Sweden’s recovery is close to complete, but challenges remain
Although Sweden’s economy is closer to pre-virus levels than most of its European counterparts, the challenges for recovery look very similar to other countries. We continue to think the Riksbank will be one of the latter in the developed world to hike interest rates
Friday’s Swedish GDP data is likely to show that the economy came within a whisker of its pre-virus level during the second quarter.
In many ways that’s unsurprising – after all Sweden’s decision not to impose comparably harsh restrictions has helped limit the dip in economic activity. But the second-quarter bounce – likely to be a little shy of 1% quarter-on-quarter - also reflects a recovery in the harder-hit parts of the economy.
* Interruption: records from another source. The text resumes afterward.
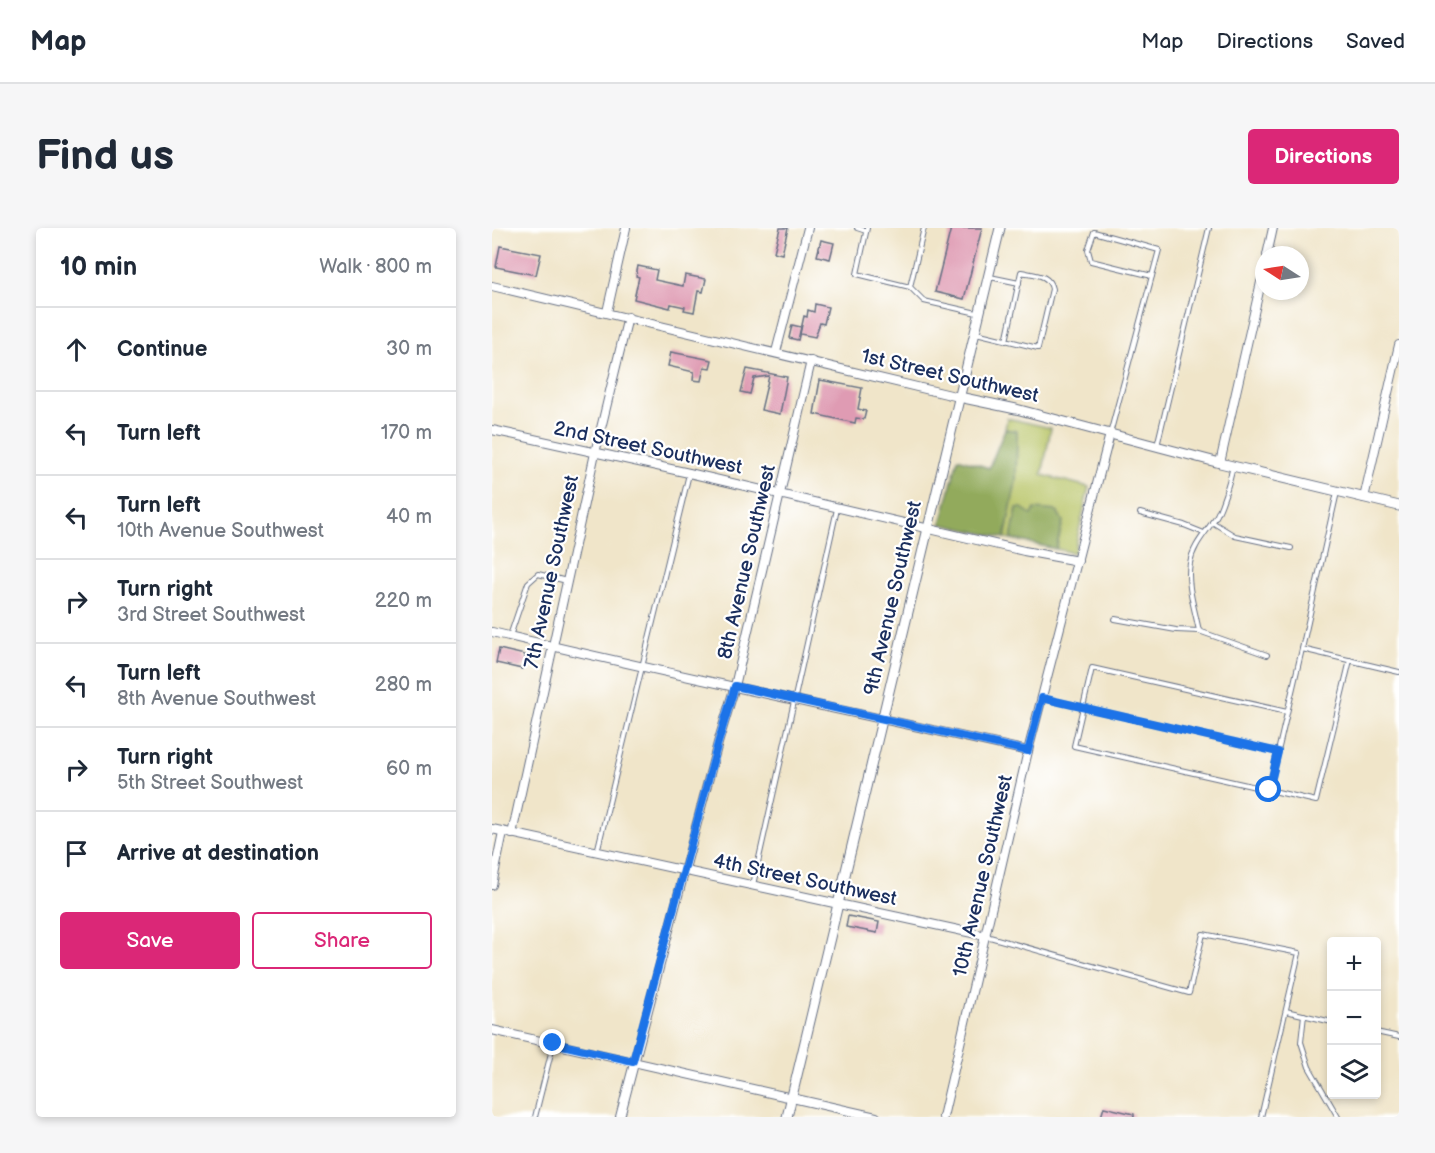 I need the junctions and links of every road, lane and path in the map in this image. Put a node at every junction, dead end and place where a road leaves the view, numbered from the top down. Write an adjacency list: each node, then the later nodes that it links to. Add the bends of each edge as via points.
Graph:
1 (626, 228): 16 (street)
2 (808, 228): 22 (street)
3 (856, 228): 8 (lane)
4 (924, 228): 14 (lane)
5 (1000, 228): 10 (street, 9th Avenue Southwest)
6 (1209, 228): 27 (lane)
7 (1273, 228): 9 (street)
8 (867, 229): 14 (lane, via 857,274)
9 (1269, 246)
10 (989, 276): 12 (lane); 17 (street, 9th Avenue Southwest)
11 (1152, 276): 11 (lane, via 1091,261 1088,250 1094,232 1159,250); 26 (lane)
12 (1019, 283): 20 (lane); 20 (lane, via 1021,272 1046,277 1052,289 1038,348)
13 (492, 286): 16 (street, 1st Street Southwest)
14 (910, 287): 17 (lane, via 924,301)
15 (1257, 300): 29 (street)
16 (607, 312): 18 (street, 1st Street Southwest)
17 (980, 314): 19 (street, 9th Avenue Southwest)
18 (628, 317): 22 (street, 1st Street Southwest); 28 (street, 7th Avenue Southwest)
19 (975, 333): 20 (lane); 24 (street, 9th Avenue Southwest)
20 (1006, 341)
21 (1399, 345): 34 (street)
22 (776, 352): 23 (street, 1st Street Southwest)
23 (811, 361): 24 (street, 1st Street Southwest); 33 (street, 8th Avenue Southwest)
24 (959, 397): 26 (street, 1st Street Southwest); 39 (street, 9th Avenue Southwest)
25 (492, 430): 28 (street, 2nd Street Southwest)
26 (1110, 434): 27 (street, 1st Street Southwest); 42 (street, 10th Avenue Southwest)
27 (1157, 446): 29 (street, 1st Street Southwest)
28 (595, 453): 31 (street, 2nd Street Southwest); 43 (street, 7th Avenue Southwest)
29 (1220, 463): 30 (street, 1st Street Southwest)
30 (1233, 466): 32 (street, 1st Street Southwest); 38 (lane, via 1225,496)
31 (689, 473): 33 (street, 2nd Street Southwest); 52 (lane)
32 (1337, 492): 34 (street, 1st Street Southwest); 49 (lane)
33 (780, 494): 36 (street, 2nd Street Southwest); 54 (street, 8th Avenue Southwest)
34 (1364, 498): 35 (street, 1st Street Southwest)
35 (1399, 506)
36 (837, 508): 39 (street, 2nd Street Southwest); 56 (lane)
37 (1140, 513): 40 (lane)
38 (1212, 522): 40 (lane); 41 (lane, via 1235,536)
39 (928, 529): 42 (street, 2nd Street Southwest); 59 (street, 9th Avenue Southwest)
40 (1204, 533): 45 (lane, via 1189,570)
41 (1291, 548)
42 (1078, 561): 55 (street, 10th Avenue Southwest)
43 (567, 581): 47 (lane, via 538,574 528,582); 48 (street, 7th Avenue Southwest)
44 (1115, 619): 45 (lane)
45 (1199, 632): 50 (lane)
46 (492, 633): 47 (street)
47 (510, 637): 48 (street)
48 (553, 648): 52 (street); 65 (street, 7th Avenue Southwest)
49 (1302, 649): 51 (lane); 58 (lane)
50 (1267, 656)
51 (1350, 660): 53 (lane); 62 (lane, via 1316,801)
52 (643, 668): 54 (street); 66 (lane)
53 (1399, 672)
54 (735, 686): 56 (street); 67 (street, 8th Avenue Southwest)
55 (1042, 698): 57 (lane); 60 (street, 10th Avenue Southwest)
56 (794, 699): 59 (street); 69 (lane)
57 (1083, 707): 58 (lane, via 1092,668); 61 (lane); 62 (lane, via 1074,746)
58 (1287, 712): 61 (lane)
59 (882, 718): 60 (street); 70 (street, 9th Avenue Southwest)
60 (1028, 751): 71 (street, 10th Avenue Southwest)
61 (1278, 752): 62 (lane)
62 (1269, 790)
63 (492, 829): 64 (street)
64 (503, 832): 65 (street, 4th Street Southwest); 68 (street)
65 (512, 834): 66 (street, 4th Street Southwest)
66 (597, 852): 67 (street, 4th Street Southwest)
67 (684, 872): 69 (street, 4th Street Southwest); 79 (street, 8th Avenue Southwest)
68 (492, 885)
69 (753, 886): 70 (street, 4th Street Southwest)
70 (838, 904): 71 (street, 4th Street Southwest); 80 (street, 9th Avenue Southwest)
71 (986, 936): 72 (lane, via 1189,993 1203,934 1299,953); 85 (street, 10th Avenue Southwest)
72 (1286, 1011): 73 (lane); 86 (lane)
73 (1304, 1015): 74 (lane); 87 (lane, via 1301,1042 1309,1067)
74 (1327, 1021)
75 (492, 1030): 78 (street)
76 (1381, 1033): 77 (lane)
77 (1399, 1037)
78 (553, 1043): 79 (street); 81 (lane)
79 (633, 1061): 80 (street); 82 (street, 8th Avenue Southwest)
80 (792, 1097): 83 (street, 9th Avenue Southwest); 84 (street)
81 (536, 1117)
82 (620, 1117)
83 (787, 1117)
84 (876, 1117)
85 (944, 1117)
86 (1262, 1117)
87 (1338, 1117)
There has been a significant pickup in retail, recreation, and parks mobility data in all major cities since March. Meanwhile, Sweden’s Economic Tendency Indicator reached an all-time high this quarter, indicating that firms and households are optimistic about future developments in the economy. That should translate into a material improvement in the hospitality-related GDP, which as of the first quarter was still some 34% below pre-virus levels.
Mobility has seen significant recovery over the spring
But despite the relative outperformance of the Swedish economy relative to some European peers, the outlook for the next few quarters looks much the same.
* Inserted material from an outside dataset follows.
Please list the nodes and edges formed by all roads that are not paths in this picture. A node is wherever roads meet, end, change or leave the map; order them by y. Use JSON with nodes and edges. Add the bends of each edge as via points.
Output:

The Delta variant remains the biggest near-term threat, and while the current prevalence is lower than some other EU nations, the rate of increase looks remarkably similar. And while the bar in Sweden for fresh restrictions is probably higher than most, it’s worth remembering that voluntary caution from consumers poses an equal challenge to the recovery this winter.
Covid-19 is also potentially a minor spanner in the works for Sweden’s otherwise improving trade story. Closures in Asia and the subsequent impact on shipping and supply chains could potentially slow the recovery we’ve seen in Swedish exports. Shipments to Sweden’s top five trading partners are now substantially above pre-virus levels. The same is true of manufacturing production in general, which saw a sharp pick-up through the second quarter, in contrast to the likes of Germany and France where output has yet to fully recover from the pandemic and ensuing supply chain disruption.
Manufacturing output has recovered past pre-virus levels
Another familiar challenge in Sweden is the mismatch in the jobs market. This is a long-standing issue, but one that has been exacerbated by Covid-19.
Higher unemployment among low-skilled workers and immigrants has coincided with a shortage of highly qualified workers. That said, the tide of redundancies experienced last autumn has long since slowed, and in fact, we’ve seen a sharp increase in job openings in contact-intensive service sectors such as hospitality through the spring. The real question is whether this recovery in hiring will translate into higher wage growth. But wages are heavily influenced by a multi-annual negotiation - the latest of which didn’t result in a step up in pay growth.
For the Riksbank, the solid, if unexciting, outlook for GDP suggests there’s little need for fresh easing – and indeed we’ve long felt the bar for returning to a negative repo rate is still reasonably high. But a fairly benign inflation story for the next few years suggests that Sweden will be one of the latter countries to see interest rate hikes.
We don’t expect that to happen until 2024, as the Riskbank’s rate projection currently envisages.